The IFRS Foundation announced today the publication of a new guide aimed at helping companies to identify and disclose material information about sustainability-related risks and opportunities that could have an impact on their short- or long-term cash flows, access to finance or cost of capital, and to assess materiality.
According to the IFRS Foundation, the new guide comes as “investors and global capital markets are increasingly demanding this information to inform investment decision making.”
The IFRS Foundation’s International Sustainability Standards Board was launched in November 2021, with the goal to develop IFRS Sustainability Disclosure Standards to provide investors with information about companies’ sustainability risks and opportunities. The IFRS released the inaugural general sustainability (IFRS S1) and climate (IFRS S2) reporting standards in June 2023.
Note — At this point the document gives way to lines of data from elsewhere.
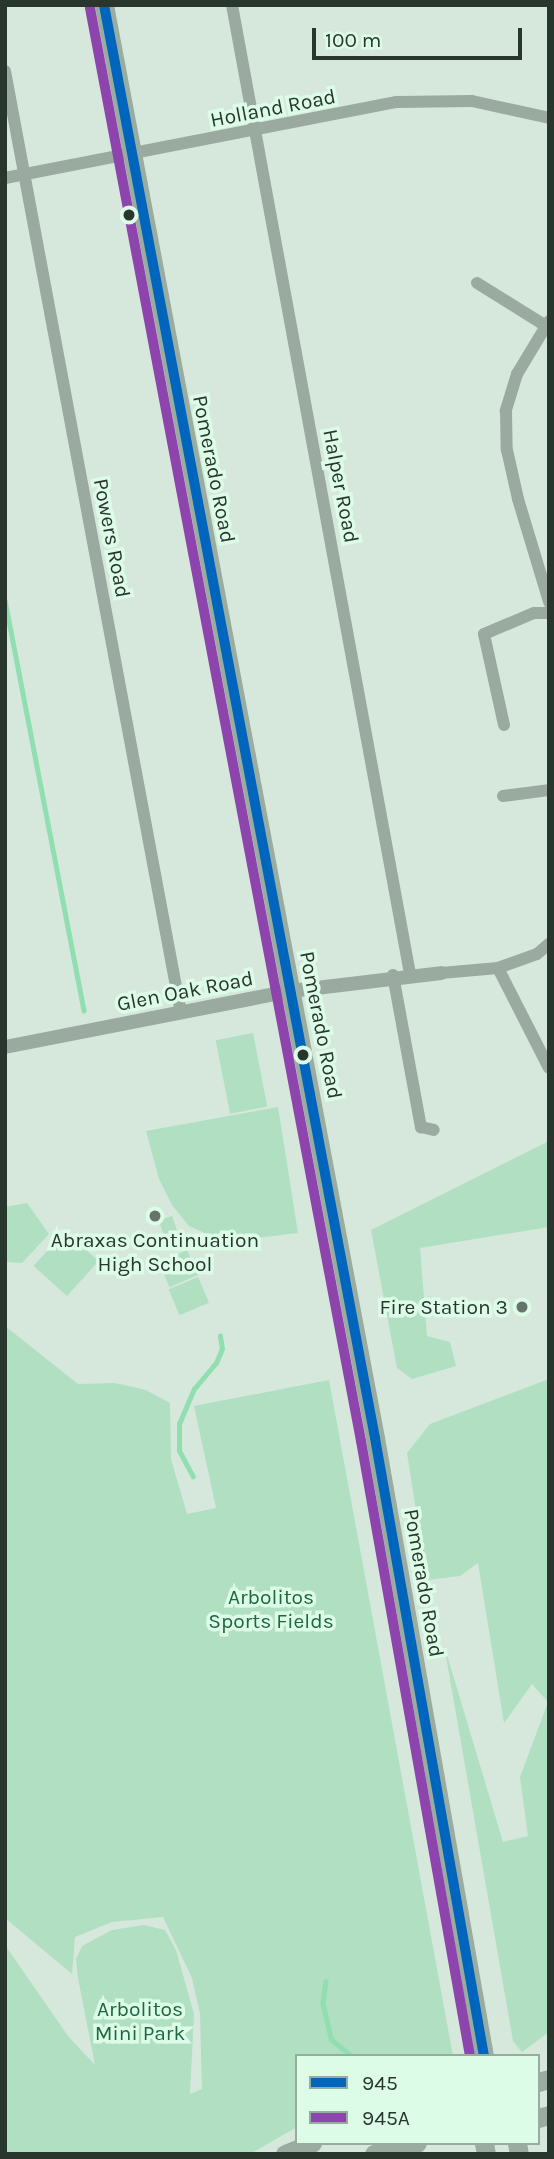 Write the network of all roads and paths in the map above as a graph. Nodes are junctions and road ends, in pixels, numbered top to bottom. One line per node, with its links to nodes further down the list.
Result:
1 (104, 5): 6 (main road, Pomerado Road)
2 (232, 5): 5 (street, Halper Road)
3 (5, 71): 7 (street, Powers Road)
4 (549, 118): 5 (street, Holland Road)
5 (256, 132): 6 (street, Holland Road); 19 (street, Halper Road)
6 (132, 155): 7 (street, Holland Road); 21 (main road, Pomerado Road)
7 (25, 174): 8 (street, Holland Road); 22 (street, Powers Road)
8 (5, 178)
9 (477, 283): 10 (street)
10 (547, 324): 11 (street)
11 (549, 602)
12 (549, 613): 13 (street)
13 (504, 725)
14 (549, 790): 15 (street)
15 (503, 796)
16 (549, 944): 17 (street, Glen Oak Road)
17 (498, 968): 18 (street, Glen Oak Road); 24 (street)
18 (441, 973): 19 (street, Glen Oak Road)
19 (410, 974): 20 (street, Glen Oak Road)
20 (393, 975): 21 (street, Glen Oak Road); 25 (street)
21 (292, 991): 22 (street, Glen Oak Road); 26 (main road, Pomerado Road)
22 (181, 1013): 23 (street, Glen Oak Road)
23 (5, 1047)
24 (549, 1068)
25 (434, 1130)
26 (484, 2054)
27 (307, 2145): 29 (main road)
28 (409, 2145): 30 (main road)
29 (285, 2154)
30 (374, 2154)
A key focus area of the new publication, according to the IFRS Foundation, is guiding companies in understanding IFRS S1’s concept of sustainability-related risks and opportunities, including how they can arise from a company’s dependencies and impacts.
The guide also focuses on the materiality process, including highlighting how companies applying the ISSB standards can benefit from utilizing processes already in place from making materiality judgements when preparing financial statements, particularly those in the IFRS Accounting Standards.
Additionally, the new guide provides companies with considerations to take into account to drive connectivity between sustainability-related financial disclosures and financial statements, as well as considerations for companies applying ISSB Standards alongside the European Sustainability Reporting Standards (ESRS) or Global Reporting Initiative (GRI) Standards.
In its statement announcing the release of the new guide, the IFRS Foundation said:
“IFRS S1 explains that a company both depends on resources and relationships—such as human, intellectual, financial, natural, manufactured and social—throughout its value chain, and also affects those resources and relationships. This can contribute to the preservation, regeneration and development, or to the degradation and depletion of these resources and relationships. It is a company’s dependencies and impacts on those resources and relationships that might give rise to sustainability-related risks and opportunities that could reasonably be expected to affect its prospects.”